# Milwaukee’s Makeover: How the Bucks Decided to Buckle Down and Play for the Future



## Bubbles (Nov 12, 2005)

> There is a sense of peace in Milwaukee — a feeling that after years of lurching around NBA purgatory, the Bucks have stumbled upon a long-term path they’re happy to stroll.
> 
> The Bucks think they have two franchise players, Giannis Antetokounmpo and Jabari Parker, super-young combo forwards with preposterous arms, a determined work ethic, and varied skill sets they’re only discovering. Any team built around 19- and 20-year-olds is a half-decade from anything like contention, and the Bucks under new ownership aren’t going to rush the process as they did in chasing the no. 8 seed under Herb Kohl.
> 
> ...


Rest of the article at the link.


----------



## RollWithEm (Jul 16, 2002)

It's good to hear them wax poetic about the long game, but it remains to be seen if Hammond's trigger finger is going to get too itchy.


----------



## Dornado (May 26, 2003)

RollWithEm said:


> It's good to hear them wax poetic about the long game, but it remains to be seen if Hammond's trigger finger is going to get too itchy.

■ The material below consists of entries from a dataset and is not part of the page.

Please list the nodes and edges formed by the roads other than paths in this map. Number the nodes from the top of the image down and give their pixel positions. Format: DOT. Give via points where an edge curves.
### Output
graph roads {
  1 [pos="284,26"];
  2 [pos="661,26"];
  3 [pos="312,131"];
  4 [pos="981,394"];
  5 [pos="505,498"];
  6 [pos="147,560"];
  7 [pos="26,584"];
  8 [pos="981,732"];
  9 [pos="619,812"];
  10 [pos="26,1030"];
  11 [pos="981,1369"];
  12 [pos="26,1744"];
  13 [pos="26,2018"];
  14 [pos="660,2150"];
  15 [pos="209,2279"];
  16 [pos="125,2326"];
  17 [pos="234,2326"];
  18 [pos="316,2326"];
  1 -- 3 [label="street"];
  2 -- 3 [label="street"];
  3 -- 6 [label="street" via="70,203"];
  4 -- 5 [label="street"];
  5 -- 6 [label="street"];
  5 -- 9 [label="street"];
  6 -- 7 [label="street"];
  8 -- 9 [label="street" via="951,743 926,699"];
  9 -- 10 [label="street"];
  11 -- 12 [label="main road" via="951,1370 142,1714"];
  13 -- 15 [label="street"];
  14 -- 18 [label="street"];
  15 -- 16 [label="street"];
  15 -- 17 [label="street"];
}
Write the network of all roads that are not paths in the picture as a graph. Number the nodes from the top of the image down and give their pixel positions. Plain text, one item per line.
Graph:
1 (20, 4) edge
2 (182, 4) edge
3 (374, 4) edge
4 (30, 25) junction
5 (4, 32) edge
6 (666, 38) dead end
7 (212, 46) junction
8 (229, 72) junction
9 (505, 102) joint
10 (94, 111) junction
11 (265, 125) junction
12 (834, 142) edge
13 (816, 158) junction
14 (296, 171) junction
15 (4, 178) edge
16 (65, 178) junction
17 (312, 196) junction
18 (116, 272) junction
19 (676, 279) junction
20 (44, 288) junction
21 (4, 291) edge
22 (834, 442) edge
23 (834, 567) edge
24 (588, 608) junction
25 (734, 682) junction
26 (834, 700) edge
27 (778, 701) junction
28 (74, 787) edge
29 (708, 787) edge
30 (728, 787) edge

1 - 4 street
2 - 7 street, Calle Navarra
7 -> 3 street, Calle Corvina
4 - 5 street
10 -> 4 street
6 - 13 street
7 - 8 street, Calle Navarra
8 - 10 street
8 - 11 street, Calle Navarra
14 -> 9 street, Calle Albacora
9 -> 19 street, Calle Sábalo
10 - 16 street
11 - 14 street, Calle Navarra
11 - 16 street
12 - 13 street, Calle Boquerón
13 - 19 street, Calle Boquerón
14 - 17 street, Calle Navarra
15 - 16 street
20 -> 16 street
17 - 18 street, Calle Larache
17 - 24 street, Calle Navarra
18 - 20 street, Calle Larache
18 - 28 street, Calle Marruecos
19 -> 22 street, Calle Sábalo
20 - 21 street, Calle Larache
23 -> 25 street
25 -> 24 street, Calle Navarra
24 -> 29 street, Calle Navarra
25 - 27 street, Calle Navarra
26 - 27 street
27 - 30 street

Hopefully, as the article mentions, those moves were in large part the result of pressure coming from Herb Kohl and his desire to remain "competitive"... time will tell if the new ownership stays committed to the big picture.


----------



## Kreutz35 (Dec 23, 2011)

Dornado said:


> Hopefully, as the article mentions, those moves were in large part the result of pressure coming from Herb Kohl and his desire to remain "competitive"... time will tell if the new ownership stays committed to the big picture.

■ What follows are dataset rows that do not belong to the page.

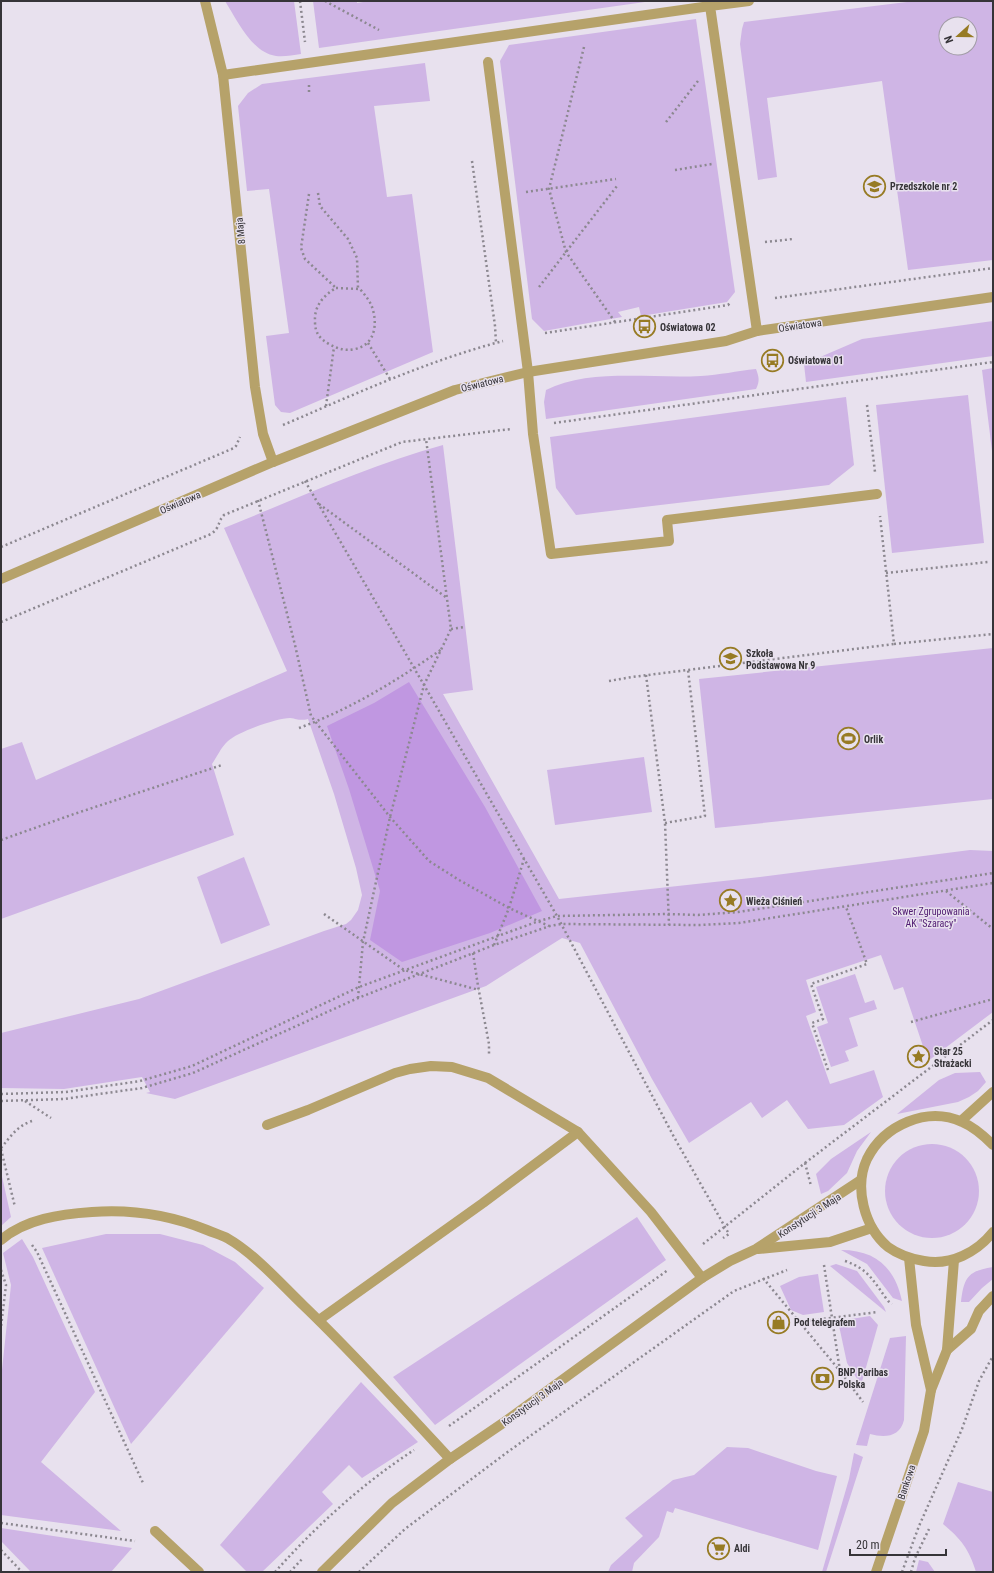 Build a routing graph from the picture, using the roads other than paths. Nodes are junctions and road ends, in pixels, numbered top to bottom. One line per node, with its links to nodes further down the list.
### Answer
1 (205, 1): 5 (street, 8 Maja)
2 (749, 1): 3 (street)
3 (710, 4): 5 (street); 7 (street)
4 (488, 62): 8 (street)
5 (223, 75): 9 (street, 8 Maja)
6 (993, 297): 7 (street, Oświatowa)
7 (757, 331): 8 (street, Oświatowa)
8 (528, 372): 9 (street, Oświatowa); 10 (street)
9 (273, 462): 11 (street, Oświatowa)
10 (877, 494)
11 (1, 579)
12 (993, 1092): 13 (street)
13 (961, 1121): 16 (street); 17 (street)
14 (267, 1125): 15 (street)
15 (578, 1132): 25 (street); 27 (street)
16 (993, 1146)
17 (861, 1180): 18 (street); 22 (street, Konstytucji 3 Maja)
18 (872, 1228): 22 (street, Konstytucji 3 Maja); 23 (street)
19 (993, 1232): 21 (street)
20 (1, 1240): 27 (street)
21 (989, 1245): 24 (street)
22 (756, 1249): 25 (street, Konstytucji 3 Maja)
23 (909, 1258): 24 (street); 29 (street, Bankowa)
24 (954, 1260): 28 (street, Bankowa)
25 (702, 1278): 30 (street, Konstytucji 3 Maja)
26 (993, 1296): 28 (street)
27 (319, 1320): 30 (street)
28 (948, 1350): 29 (street, Bankowa)
29 (931, 1390): 34 (street, Bankowa)
30 (450, 1459): 33 (street, Konstytucji 3 Maja)
31 (155, 1531): 32 (street)
32 (199, 1572)
33 (322, 1572)
34 (876, 1572)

This. I think Hammond is a better GM than anyone gave him credit for; he was just stuck with a meddling owner who didn't know what he was doing.


----------



## RollWithEm (Jul 16, 2002)

Kreutz35 said:


> This. I think Hammond is a better GM than anyone gave him credit for; he was just stuck with a meddling owner who didn't know what he was doing.


I really hope that's the case. Giannis and Jabari are far too good a young duo to spoil with hasty GMing.


----------



## roux (Jun 20, 2006)

Hammond has been a terrific drafter.. Sanders, Harris, Giannis all fantastic mid round picks made during the win now era of the Bucks. Herb Kohl was an old koot with a bunch of yes men surrounding him driving the organization into the ground. I thought we should have let Hambone go with the new ownership coming in and start off fresh but clearly the billionaires see something in him (I'd guess his impressive drafting resume) so I am willing to see how this process plays out. If the first 20 games is any indication this team is going to be very good sooner rather than later.


----------